DATASET EXCERPTS =

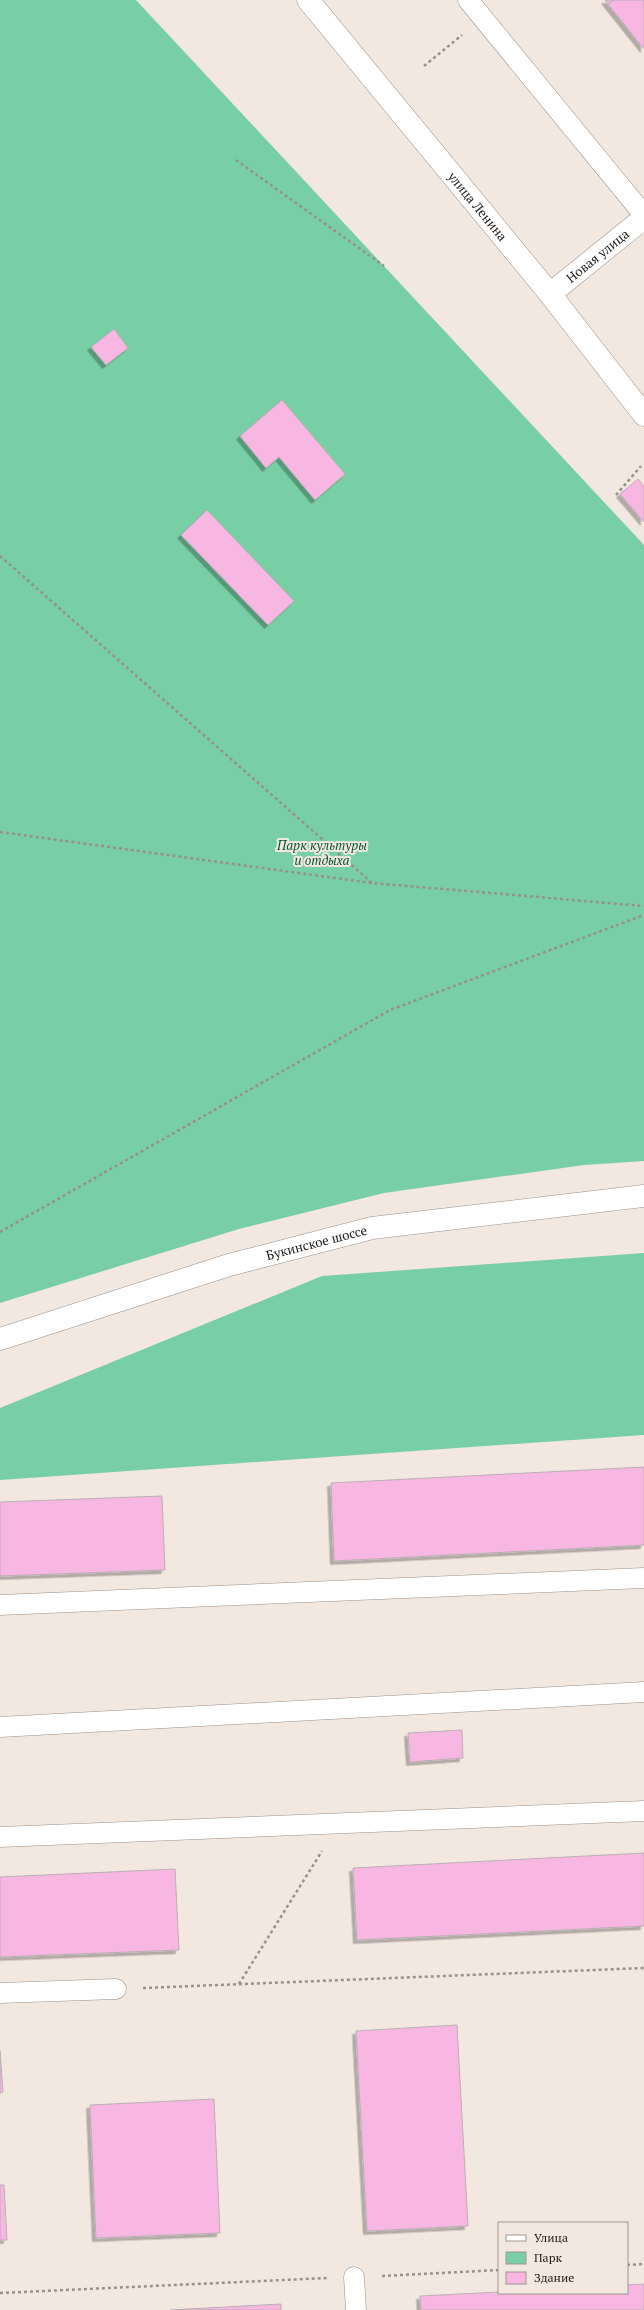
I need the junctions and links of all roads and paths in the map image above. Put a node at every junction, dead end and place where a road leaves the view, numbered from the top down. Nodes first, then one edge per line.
1 (308, 0) edge
2 (468, 0) edge
3 (236, 160) dead end
4 (644, 215) edge
5 (644, 218) edge
6 (384, 266) dead end
7 (550, 294) junction
8 (644, 415) edge
9 (641, 466) dead end
10 (616, 495) dead end
11 (0, 556) edge
12 (0, 832) edge
13 (372, 883) junction
14 (644, 906) edge
15 (644, 916) edge
16 (644, 1196) edge
17 (0, 1232) edge
18 (0, 1339) edge
19 (644, 1578) edge
20 (0, 1605) edge
21 (644, 1692) edge
22 (0, 1727) edge
23 (644, 1811) edge
24 (339, 1823) junction
25 (0, 1837) edge
26 (644, 1968) edge
27 (239, 1984) junction
28 (116, 1989) joint
29 (0, 1993) edge
30 (644, 2264) edge
31 (628, 2265) edge
32 (498, 2270) edge
33 (354, 2277) junction
34 (0, 2293) edge
35 (356, 2310) edge

1 - 7 street, улица Ленина
2 - 4 lane
3 - 6 path
5 - 7 street, Новая улица
7 - 8 street, улица Ленина
9 - 10 path
11 - 13 path
12 - 13 path
13 - 14 path
15 - 17 path
16 - 18 street, Букинское шоссе
19 - 20 lane
21 - 22 lane
23 - 24 lane
24 - 25 lane
24 - 27 path
26 - 27 path
27 - 28 path
28 - 29 lane
30 - 31 path
32 - 33 path
33 - 34 path
33 - 35 lane

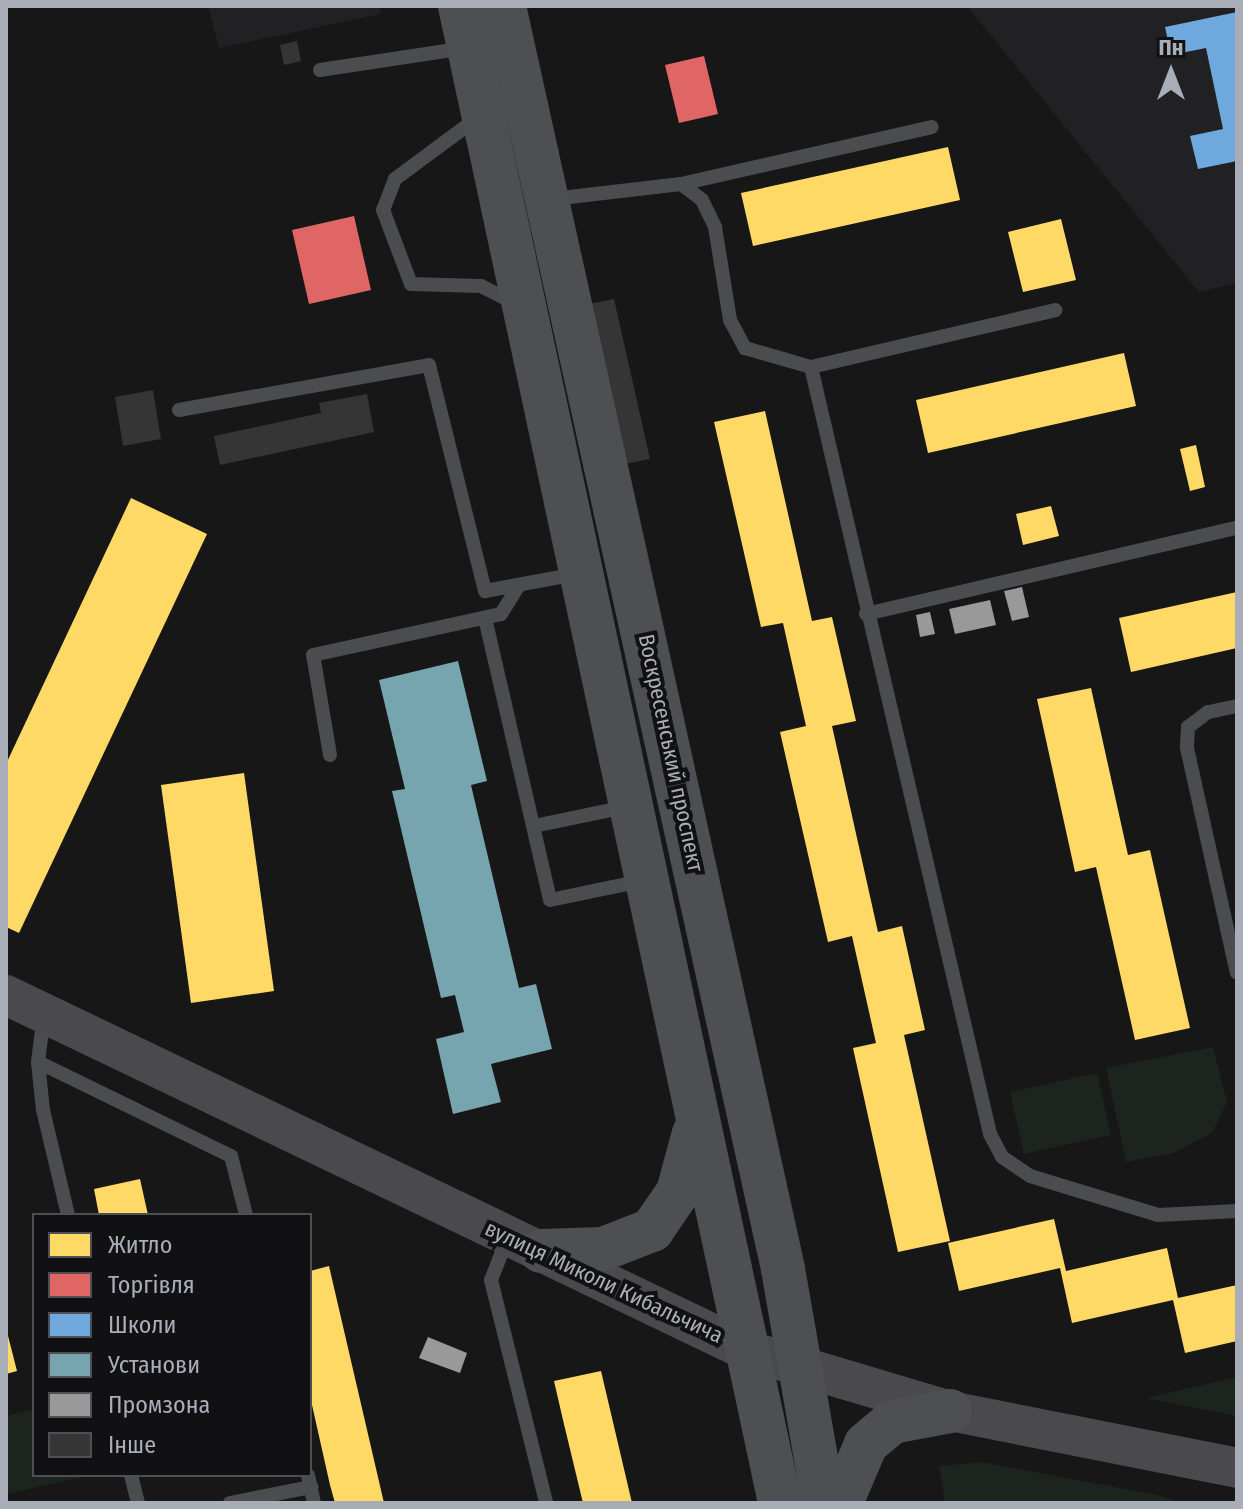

WORK ORDER =
From the first line to the last, retype the data exactly, without images.

TASK OUTPUT =
I need the junctions and links of all roads and paths in the map image above. Put a node at every junction, dead end and place where a road leaves the view, numbered from the top down. Nodes first, then one edge per line.
1 (308, 0) edge
2 (468, 0) edge
3 (236, 160) dead end
4 (644, 215) edge
5 (644, 218) edge
6 (384, 266) dead end
7 (550, 294) junction
8 (644, 415) edge
9 (641, 466) dead end
10 (616, 495) dead end
11 (0, 556) edge
12 (0, 832) edge
13 (372, 883) junction
14 (644, 906) edge
15 (644, 916) edge
16 (644, 1196) edge
17 (0, 1232) edge
18 (0, 1339) edge
19 (644, 1578) edge
20 (0, 1605) edge
21 (644, 1692) edge
22 (0, 1727) edge
23 (644, 1811) edge
24 (339, 1823) junction
25 (0, 1837) edge
26 (644, 1968) edge
27 (239, 1984) junction
28 (116, 1989) joint
29 (0, 1993) edge
30 (644, 2264) edge
31 (628, 2265) edge
32 (498, 2270) edge
33 (354, 2277) junction
34 (0, 2293) edge
35 (356, 2310) edge

1 - 7 street, улица Ленина
2 - 4 lane
3 - 6 path
5 - 7 street, Новая улица
7 - 8 street, улица Ленина
9 - 10 path
11 - 13 path
12 - 13 path
13 - 14 path
15 - 17 path
16 - 18 street, Букинское шоссе
19 - 20 lane
21 - 22 lane
23 - 24 lane
24 - 25 lane
24 - 27 path
26 - 27 path
27 - 28 path
28 - 29 lane
30 - 31 path
32 - 33 path
33 - 34 path
33 - 35 lane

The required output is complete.